As the Obama administration figures out where it can place Guantanamo Bay detainees before the military brig closes next year, there is one place they might have to scratch from their list of viable options: the supermax prison in Florence, Colo.

The facility — which already holds nearly three dozen terrorists, some with ties to al-Qaeda like September 11 plotter Zacarias Moussaoui — doesn’t have enough beds, The Denver Post reported today. There is only one bed open, U.S. Bureau of Prisons spokeswoman Tracy Billingsley told The Post.

The jail would have to transfer some of its prisoners from the prison or increase its capacity in order to accommodate the detainees, which would mean hiring more staff, according to The Post.

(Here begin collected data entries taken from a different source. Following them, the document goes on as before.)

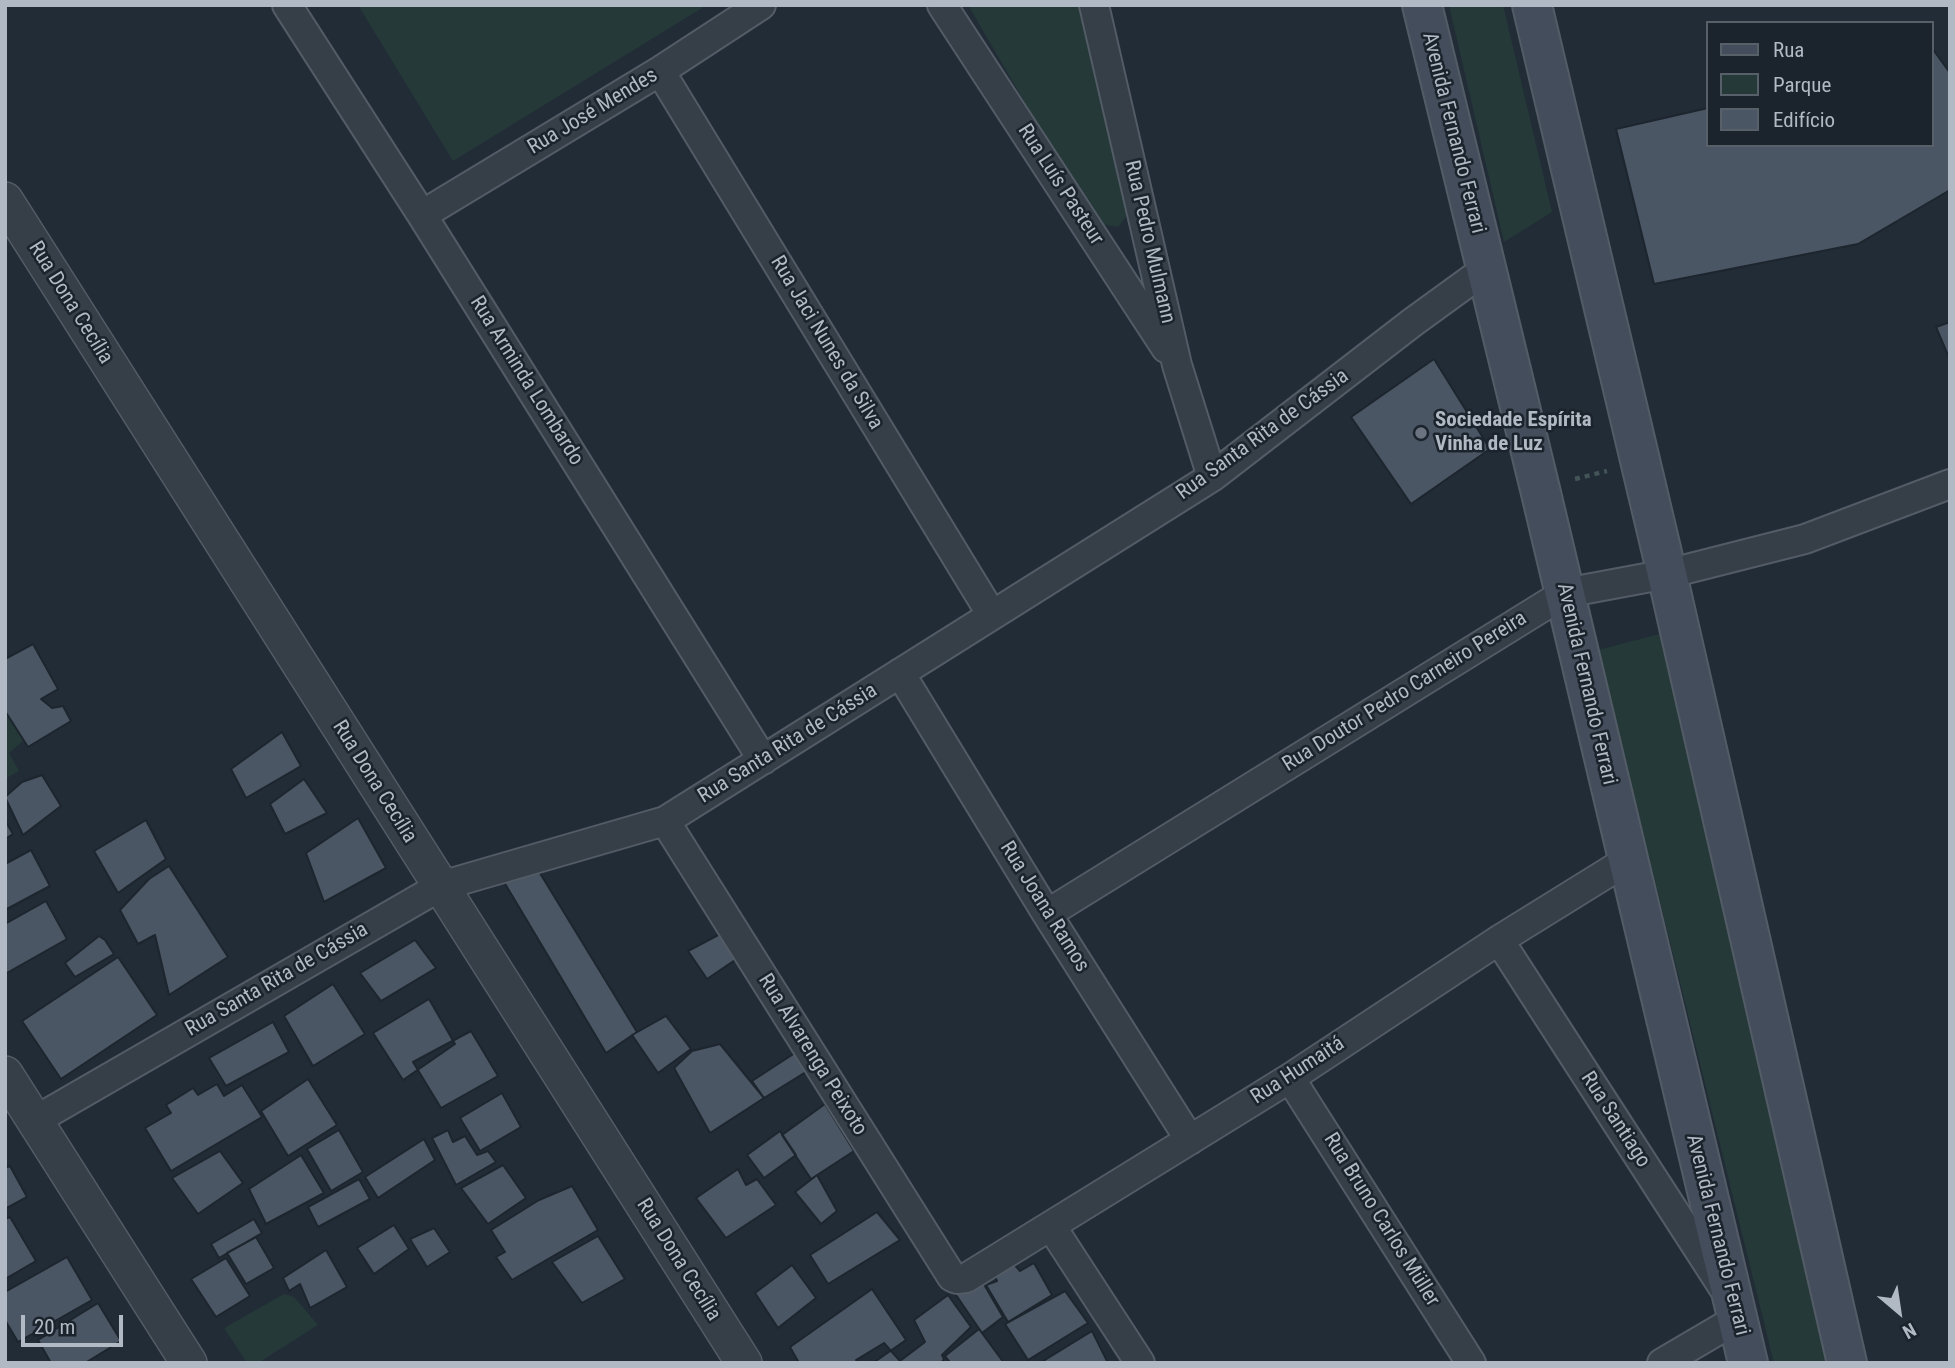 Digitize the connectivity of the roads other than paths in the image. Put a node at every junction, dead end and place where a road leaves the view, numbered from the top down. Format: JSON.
{"nodes":[{"id":1,"x":287,"y":5,"type":"edge"},
{"id":2,"x":761,"y":5,"type":"edge"},
{"id":3,"x":942,"y":5,"type":"edge"},
{"id":4,"x":1094,"y":5,"type":"edge"},
{"id":5,"x":1422,"y":5,"type":"edge"},
{"id":6,"x":1532,"y":5,"type":"edge"},
{"id":7,"x":660,"y":71,"type":"junction"},
{"id":8,"x":5,"y":200,"type":"edge"},
{"id":9,"x":422,"y":215,"type":"junction"},
{"id":10,"x":1486,"y":269,"type":"junction"},
{"id":11,"x":1177,"y":365,"type":"junction"},
{"id":12,"x":1212,"y":477,"type":"junction"},
{"id":13,"x":1950,"y":484,"type":"edge"},
{"id":14,"x":1667,"y":574,"type":"junction"},
{"id":15,"x":1565,"y":593,"type":"junction"},
{"id":16,"x":992,"y":615,"type":"junction"},
{"id":17,"x":900,"y":673,"type":"junction"},
{"id":18,"x":763,"y":760,"type":"junction"},
{"id":19,"x":665,"y":821,"type":"junction"},
{"id":20,"x":1628,"y":860,"type":"junction"},
{"id":21,"x":441,"y":886,"type":"junction"},
{"id":22,"x":1047,"y":914,"type":"junction"},
{"id":23,"x":1499,"y":940,"type":"junction"},
{"id":24,"x":5,"y":1074,"type":"edge"},
{"id":25,"x":1290,"y":1078,"type":"junction"},
{"id":26,"x":36,"y":1120,"type":"junction"},
{"id":27,"x":1190,"y":1140,"type":"junction"},
{"id":28,"x":1051,"y":1226,"type":"junction"},
{"id":29,"x":966,"y":1278,"type":"joint"},
{"id":30,"x":1734,"y":1309,"type":"junction"},
{"id":31,"x":189,"y":1363,"type":"edge"},
{"id":32,"x":744,"y":1363,"type":"edge"},
{"id":33,"x":1140,"y":1363,"type":"edge"},
{"id":34,"x":1471,"y":1363,"type":"edge"},
{"id":35,"x":1662,"y":1363,"type":"edge"},
{"id":36,"x":1748,"y":1363,"type":"edge"},
{"id":37,"x":1847,"y":1363,"type":"edge"}],
"edges":[{"from":1,"to":9,"type":"street","name":"Rua Arminda Lombardo"},
{"from":2,"to":7,"type":"street","name":"Rua José Mendes"},
{"from":3,"to":11,"type":"street","name":"Rua Luís Pasteur"},
{"from":4,"to":11,"type":"street","name":"Rua Pedro Mulmann"},
{"from":5,"to":10,"type":"main road","name":"Avenida Fernando Ferrari"},
{"from":6,"to":14,"type":"main road"},
{"from":7,"to":9,"type":"street","name":"Rua José Mendes"},
{"from":7,"to":16,"type":"street","name":"Rua Jaci Nunes da Silva"},
{"from":8,"to":21,"type":"street","name":"Rua Dona Cecília"},
{"from":9,"to":18,"type":"street","name":"Rua Arminda Lombardo"},
{"from":10,"to":12,"type":"street","name":"Rua Santa Rita de Cássia"},
{"from":10,"to":15,"type":"main road","name":"Avenida Fernando Ferrari"},
{"from":11,"to":12,"type":"street","name":"Rua Pedro Mulmann"},
{"from":12,"to":16,"type":"street","name":"Rua Santa Rita de Cássia"},
{"from":13,"to":14,"type":"street","name":"Rua Doutor Pedro Carneiro Pereira"},
{"from":14,"to":15,"type":"street","name":"Rua Doutor Pedro Carneiro Pereira"},
{"from":14,"to":37,"type":"main road"},
{"from":15,"to":20,"type":"main road","name":"Avenida Fernando Ferrari"},
{"from":15,"to":22,"type":"street","name":"Rua Doutor Pedro Carneiro Pereira"},
{"from":16,"to":17,"type":"street","name":"Rua Santa Rita de Cássia"},
{"from":17,"to":18,"type":"street","name":"Rua Santa Rita de Cássia"},
{"from":17,"to":22,"type":"street","name":"Rua Joana Ramos"},
{"from":18,"to":19,"type":"street","name":"Rua Santa Rita de Cássia"},
{"from":19,"to":21,"type":"street","name":"Rua Santa Rita de Cássia"},
{"from":19,"to":29,"type":"street","name":"Rua Alvarenga Peixoto"},
{"from":20,"to":23,"type":"street","name":"Rua Humaitá"},
{"from":20,"to":30,"type":"main road","name":"Avenida Fernando Ferrari"},
{"from":21,"to":26,"type":"street","name":"Rua Santa Rita de Cássia"},
{"from":21,"to":32,"type":"street","name":"Rua Dona Cecília"},
{"from":22,"to":27,"type":"street","name":"Rua Joana Ramos"},
{"from":23,"to":25,"type":"street","name":"Rua Humaitá"},
{"from":23,"to":30,"type":"street","name":"Rua Santiago"},
{"from":24,"to":26,"type":"street"},
{"from":25,"to":27,"type":"street","name":"Rua Humaitá"},
{"from":25,"to":34,"type":"street","name":"Rua Bruno Carlos Müller"},
{"from":26,"to":31,"type":"street"},
{"from":27,"to":28,"type":"street","name":"Rua Humaitá"},
{"from":28,"to":29,"type":"street","name":"Rua Humaitá"},
{"from":28,"to":33,"type":"street"},
{"from":30,"to":35,"type":"street"},
{"from":30,"to":36,"type":"main road","name":"Avenida Fernando Ferrari"}]}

“There’s a whole contingent of issues that have to be well thought out before we ever agreed to bring inmates of that caliber into our system,” said Bryan Lowry, president of the National Council of Prison Locals, which represents federal correctional officers, told The Post. “These inmates that are in there now are some of the most dangerous inmates in the nation. I don’t know how you move them out just to move inmates from Guantanamo in.”

We previously reported that Senate Intelligence Committee Chair Dianne Feinstein (D-Calif.) supported moving Guantanamo Bay detainees to the Colorado facility.

Florence Town Manager Tom Piltingsrud told The Post that locals probably wouldn’t mind the transfer of Guantanamo Bay detainees to the prison. But he added that his town’s residents are prepared if there are any problems with the suspected terrorists.

“Most of us own guns,” he told The Post.

If Colorado doesn’t work out, some government officials are open to accepting detainees in their cities. We previously reported that Hardin, Mont. wouldn’t have a problem with hosting the detainees. Same goes for Sen. Carl Levin (D-Mich.), who would support housing the detainees in Michigan’s Upper Peninsula, and Rep. James Moran (D-Va.), who would accept Guantanamo Bay prisoners in Alexandria, Va.